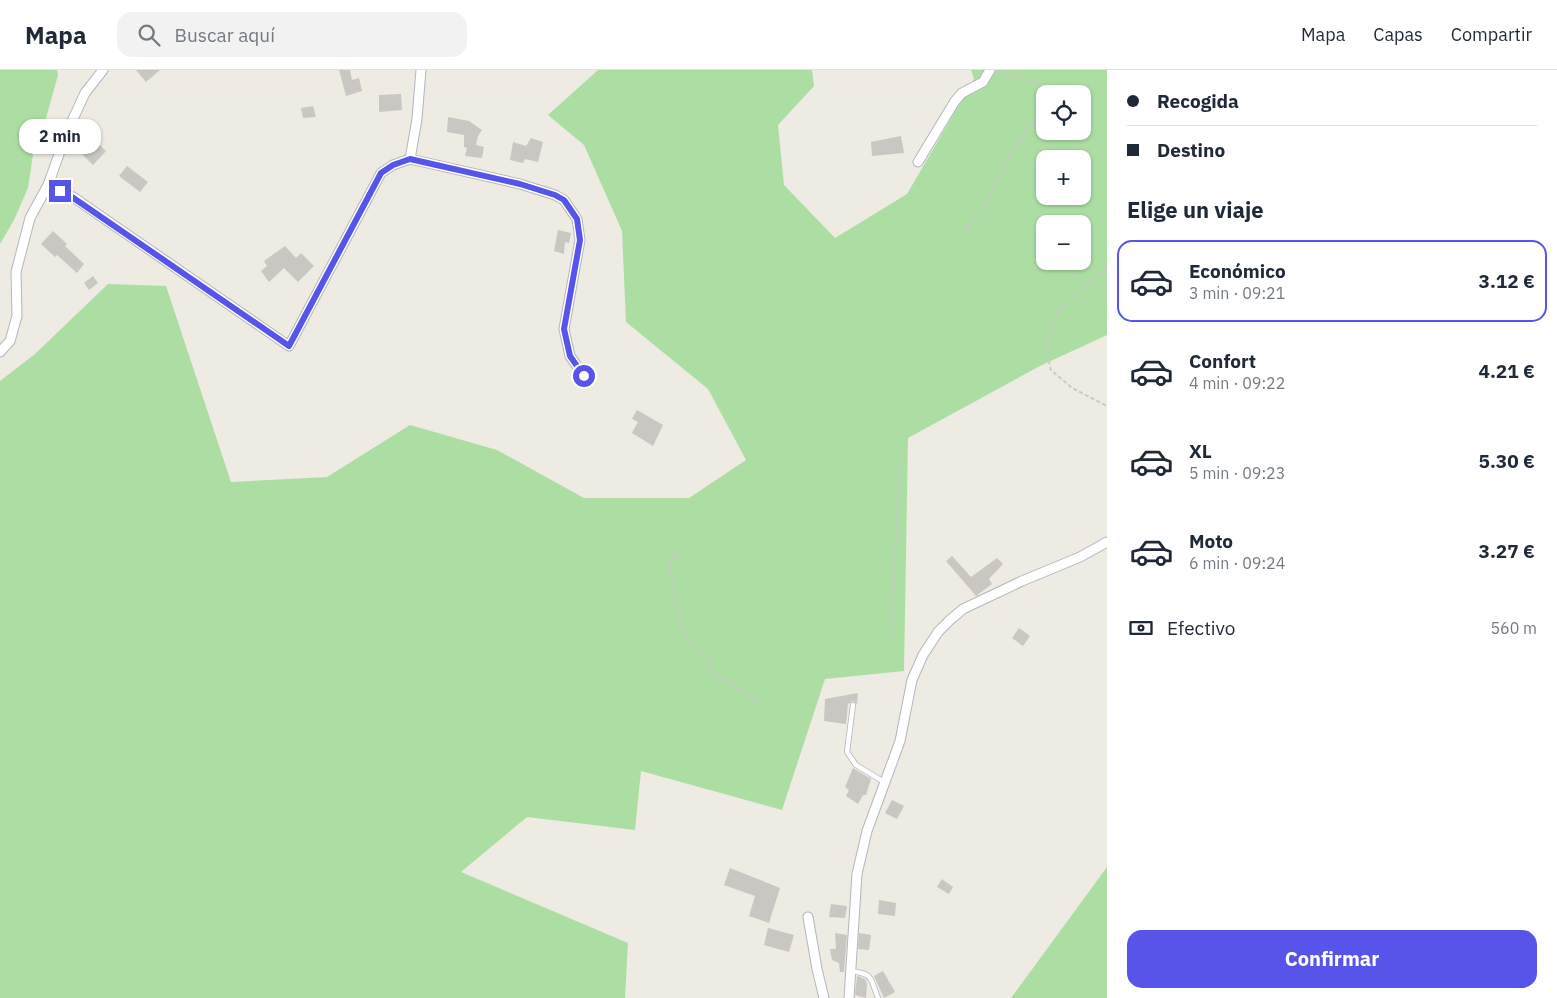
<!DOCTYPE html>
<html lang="es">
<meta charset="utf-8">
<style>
:root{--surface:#fff;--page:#f2f2f3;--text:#1f2937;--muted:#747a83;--line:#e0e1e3;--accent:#5654e9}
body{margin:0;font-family:"IBM Plex Sans",sans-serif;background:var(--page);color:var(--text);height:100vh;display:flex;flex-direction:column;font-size:19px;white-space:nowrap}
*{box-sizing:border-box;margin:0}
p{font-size:16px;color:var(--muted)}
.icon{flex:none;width:28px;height:28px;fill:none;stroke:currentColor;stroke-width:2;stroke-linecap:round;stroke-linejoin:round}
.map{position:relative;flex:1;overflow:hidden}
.drawer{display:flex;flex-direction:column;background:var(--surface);width:450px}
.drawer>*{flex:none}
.guide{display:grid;align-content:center;height:110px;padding:0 20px;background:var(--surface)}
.controls{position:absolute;left:1036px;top:15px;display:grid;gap:10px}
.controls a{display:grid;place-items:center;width:55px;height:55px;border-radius:10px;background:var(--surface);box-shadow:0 1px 4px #0004;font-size:25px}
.end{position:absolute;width:22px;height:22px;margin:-11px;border:6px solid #5654e9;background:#fff;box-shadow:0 0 0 2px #fff}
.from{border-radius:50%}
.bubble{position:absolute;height:35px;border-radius:15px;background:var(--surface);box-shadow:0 1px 4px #0004;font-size:16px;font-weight:700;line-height:35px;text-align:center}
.guide b{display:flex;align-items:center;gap:18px;height:48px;font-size:19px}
.guide b+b{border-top:1px solid var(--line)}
.guide i{width:12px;height:12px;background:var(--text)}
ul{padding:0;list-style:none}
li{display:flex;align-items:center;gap:15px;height:82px;margin:0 10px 8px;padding:0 10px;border:2px solid transparent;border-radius:15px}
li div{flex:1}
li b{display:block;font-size:19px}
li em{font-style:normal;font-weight:700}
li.active{border-color:var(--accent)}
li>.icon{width:45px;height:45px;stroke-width:1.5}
h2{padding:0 20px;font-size:22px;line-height:60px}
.pay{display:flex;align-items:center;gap:12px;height:55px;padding:0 20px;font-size:19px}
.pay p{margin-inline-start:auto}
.cta{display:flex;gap:10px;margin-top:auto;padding:10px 20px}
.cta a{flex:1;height:58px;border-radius:15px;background:var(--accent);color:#fff;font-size:20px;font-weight:700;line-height:58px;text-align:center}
header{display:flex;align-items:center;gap:30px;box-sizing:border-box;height:70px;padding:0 25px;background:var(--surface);border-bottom:1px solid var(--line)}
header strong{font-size:24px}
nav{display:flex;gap:28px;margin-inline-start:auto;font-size:18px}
.search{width:350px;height:45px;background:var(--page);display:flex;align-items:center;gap:12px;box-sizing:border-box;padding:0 18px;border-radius:15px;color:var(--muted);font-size:19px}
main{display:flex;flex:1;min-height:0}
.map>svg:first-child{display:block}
.green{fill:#acdea4;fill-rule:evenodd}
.building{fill:#c9c7c1}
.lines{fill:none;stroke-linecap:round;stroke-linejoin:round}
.lane-casing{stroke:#b5b5c0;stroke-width:6}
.street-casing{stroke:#b5b5c0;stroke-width:11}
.path{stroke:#c9c9c9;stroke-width:2;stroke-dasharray:4 2.5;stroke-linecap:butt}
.lane{stroke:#fff;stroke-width:4.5}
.street{stroke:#fff;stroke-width:9}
.route{stroke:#5654e9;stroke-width:6}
</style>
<header>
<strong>Mapa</strong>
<div class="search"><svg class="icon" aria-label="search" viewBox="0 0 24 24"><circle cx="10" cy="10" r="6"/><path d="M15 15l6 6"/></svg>Buscar aquí</div>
<nav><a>Mapa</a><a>Capas</a><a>Compartir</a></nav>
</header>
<main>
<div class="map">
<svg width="1107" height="928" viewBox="0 0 1107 928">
<rect width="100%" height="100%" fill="#edebe2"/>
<g class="green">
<path d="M 0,0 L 57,0 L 58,5 L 43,59 L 34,78 L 28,118 L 14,150 L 0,174 Z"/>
<path d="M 598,0 L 812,0 L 814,16 L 778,55 L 784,115 L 835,168 L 907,124 L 974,9 L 971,0 L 1107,0 L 1107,265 L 1040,296 L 908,368 L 904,601 L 825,609 L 782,740 L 641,701 L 635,760 L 527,747 L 461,802 L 628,873 L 625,928 L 0,928 L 0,311 L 35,284 L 108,214 L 166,216 L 231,412 L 327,407 L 410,355 L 497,380 L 584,428 L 689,428 L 746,390 L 708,319 L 626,252 L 622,161 L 584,75 L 548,45 ZM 1045,24 L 1082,24 L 1082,61 L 1045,61 ZM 1045,89 L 1082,89 L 1082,126 L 1045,126 ZM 1045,154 L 1082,154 L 1082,191 L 1045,191 Z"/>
<path d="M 1107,797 L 1107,928 L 1011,928 Z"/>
</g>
<g class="building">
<path d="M 136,0 L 160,0 L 146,12 Z"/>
<path d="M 339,0 L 350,0 L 352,10 L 359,8 L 362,21 L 346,26 Z"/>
<path d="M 401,24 L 402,40 L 379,42 L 379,25 Z"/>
<path d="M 313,36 L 316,47 L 303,48 L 301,38 Z"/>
<path d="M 448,47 L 469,51 L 482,60 L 478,66 L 476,75 L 484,77 L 482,88 L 465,86 L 467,78 L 464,77 L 464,65 L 447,62 Z"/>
<path d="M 901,66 L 904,83 L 872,86 L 871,72 Z"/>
<path d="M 86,67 L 90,71 L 93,68 L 106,81 L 93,95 L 82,84 L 84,82 L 77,76 Z"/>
<path d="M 531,68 L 543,72 L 538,92 L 525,89 L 523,93 L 510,90 L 513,72 L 526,76 Z"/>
<path d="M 127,96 L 148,112 L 140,122 L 119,106 Z"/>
<path d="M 558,160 L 571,163 L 569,173 L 565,172 L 564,184 L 554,181 Z"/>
<path d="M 53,161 L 67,174 L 65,176 L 84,194 L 77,203 L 57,185 L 55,187 L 41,174 Z"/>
<path d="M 285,176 L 296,188 L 301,183 L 314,196 L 298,212 L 284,198 L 269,212 L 261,201 L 267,196 L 264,191 Z"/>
<path d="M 93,206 L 98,213 L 89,220 L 84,213 Z"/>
<path d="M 637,340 L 663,355 L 653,376 L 632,363 L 638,352 L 632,349 Z"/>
<path d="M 952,486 L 971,507 L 997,488 L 1003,494 L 989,509 L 992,514 L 976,526 L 946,491 Z"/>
<path d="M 1019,558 L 1030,566 L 1023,576 L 1012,568 Z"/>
<path d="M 858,623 L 857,634 L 853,631 L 848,634 L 846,654 L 824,651 L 825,629 Z"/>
<path d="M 853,698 L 871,709 L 866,725 L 863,725 L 858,734 L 846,726 L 849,720 L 845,717 Z"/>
<path d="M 892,730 L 904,736 L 897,749 L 885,743 Z"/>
<path d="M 730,798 L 780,818 L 769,853 L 749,846 L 755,826 L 724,815 Z"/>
<path d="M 942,809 L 953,817 L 949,824 L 937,817 Z"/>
<path d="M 879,830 L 896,833 L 895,846 L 878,844 Z"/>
<path d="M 831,834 L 847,836 L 845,848 L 829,847 Z"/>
<path d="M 768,858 L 794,865 L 789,882 L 764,875 Z"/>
<path d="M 835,863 L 847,865 L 844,902 L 840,902 L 839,893 L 832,890 L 830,879 L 836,879 Z"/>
<path d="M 859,863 L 871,865 L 869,880 L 858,879 Z"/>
<path d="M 883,901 L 895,922 L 884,928 L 874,906 Z"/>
<path d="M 858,906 L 865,909 L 867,914 L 866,928 L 855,925 L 857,907 Z"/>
</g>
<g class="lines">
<defs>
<g id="lane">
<path d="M 853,635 L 847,682 L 856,695 L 884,712"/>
<path d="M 851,901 C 874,904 870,908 878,928"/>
</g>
<g id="street">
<path d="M 410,89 L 417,49 L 421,0"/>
<path d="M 918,92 L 955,31 L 962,23 L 983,12 L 990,0"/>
<path d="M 48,115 L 73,127 L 289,276 L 381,103 L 393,95 L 410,89 L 520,114 L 555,125 L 564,130 L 577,149 L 580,170 L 564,259 L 570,286 L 584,306"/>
<path d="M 0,282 L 10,271 L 17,246 L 16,202 L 30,148 L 48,115 L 67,62 L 85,23 L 103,0"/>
<path d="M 808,847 L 817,899 L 824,928"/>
<path d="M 849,928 L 857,804 L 867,761 L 900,671 L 912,610 L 923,585 L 938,562 L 950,550 L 963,539 L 1022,511 L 1080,487 L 1107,472"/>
</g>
</defs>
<use href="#lane" class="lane-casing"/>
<use href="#street" class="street-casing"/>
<g class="path">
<path d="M 963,161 L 981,144 L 992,117 L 1001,105 L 1009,87 L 1024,67 L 1035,47 L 1041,34 L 1042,22 L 1035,11 L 1004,5 L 999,0"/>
<path d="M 1107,199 L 1091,211 L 1055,245 L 1045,275 L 1051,300 L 1072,318 L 1107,336"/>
<path d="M 680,480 L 667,493 L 676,525 L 682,564 L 709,588 L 712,607 L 726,609 L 759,633"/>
<path d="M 891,567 L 900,389"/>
</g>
<use href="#lane" class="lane"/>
<use href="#street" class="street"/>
</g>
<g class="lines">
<path class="route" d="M 60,121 L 72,127 L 289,276 L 381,103 L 393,95 L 410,89 L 520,114 L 555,125 L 564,130 L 577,149 L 580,170 L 564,259 L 570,286 L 584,306"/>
</g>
</svg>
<div class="controls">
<a><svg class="icon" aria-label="locate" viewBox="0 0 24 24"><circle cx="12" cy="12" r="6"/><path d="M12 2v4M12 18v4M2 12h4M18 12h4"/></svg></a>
<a>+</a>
<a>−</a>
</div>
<i class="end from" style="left:584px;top:306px"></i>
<i class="end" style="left:60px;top:121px"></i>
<div class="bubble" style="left:19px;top:49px;width:82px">2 min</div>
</div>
<section class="drawer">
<div class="guide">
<b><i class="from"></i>Recogida</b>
<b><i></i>Destino</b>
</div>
<h2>Elige un viaje</h2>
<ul>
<li class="active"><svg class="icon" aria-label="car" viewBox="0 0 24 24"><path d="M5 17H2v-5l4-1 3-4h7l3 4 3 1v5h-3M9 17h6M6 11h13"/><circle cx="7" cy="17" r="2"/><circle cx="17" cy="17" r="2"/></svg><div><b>Económico</b><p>3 min · 09:21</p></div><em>3.12 €</em></li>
<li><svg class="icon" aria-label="car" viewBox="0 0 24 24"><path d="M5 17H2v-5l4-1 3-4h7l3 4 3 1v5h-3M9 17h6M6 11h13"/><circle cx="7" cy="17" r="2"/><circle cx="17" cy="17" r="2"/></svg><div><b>Confort</b><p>4 min · 09:22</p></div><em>4.21 €</em></li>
<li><svg class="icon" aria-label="car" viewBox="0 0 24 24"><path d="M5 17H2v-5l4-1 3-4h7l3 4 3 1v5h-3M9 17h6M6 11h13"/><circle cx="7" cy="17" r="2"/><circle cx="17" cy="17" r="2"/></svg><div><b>XL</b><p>5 min · 09:23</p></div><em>5.30 €</em></li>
<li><svg class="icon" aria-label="car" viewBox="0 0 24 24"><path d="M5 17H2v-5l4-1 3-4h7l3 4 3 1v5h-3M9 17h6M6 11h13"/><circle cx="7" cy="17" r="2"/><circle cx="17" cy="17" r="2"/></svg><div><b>Moto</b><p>6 min · 09:24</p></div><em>3.27 €</em></li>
</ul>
<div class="pay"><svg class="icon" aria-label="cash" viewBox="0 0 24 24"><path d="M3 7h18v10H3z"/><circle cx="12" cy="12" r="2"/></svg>Efectivo<p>560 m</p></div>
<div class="cta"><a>Confirmar</a></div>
</section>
</main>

EXERCISE OBJECTIVE: All lines that contain the word "casing" must be copied from the records above.

WRITTEN REPLY:
.lane-casing{stroke:#b5b5c0;stroke-width:6}
.street-casing{stroke:#b5b5c0;stroke-width:11}
<use href="#lane" class="lane-casing"/>
<use href="#street" class="street-casing"/>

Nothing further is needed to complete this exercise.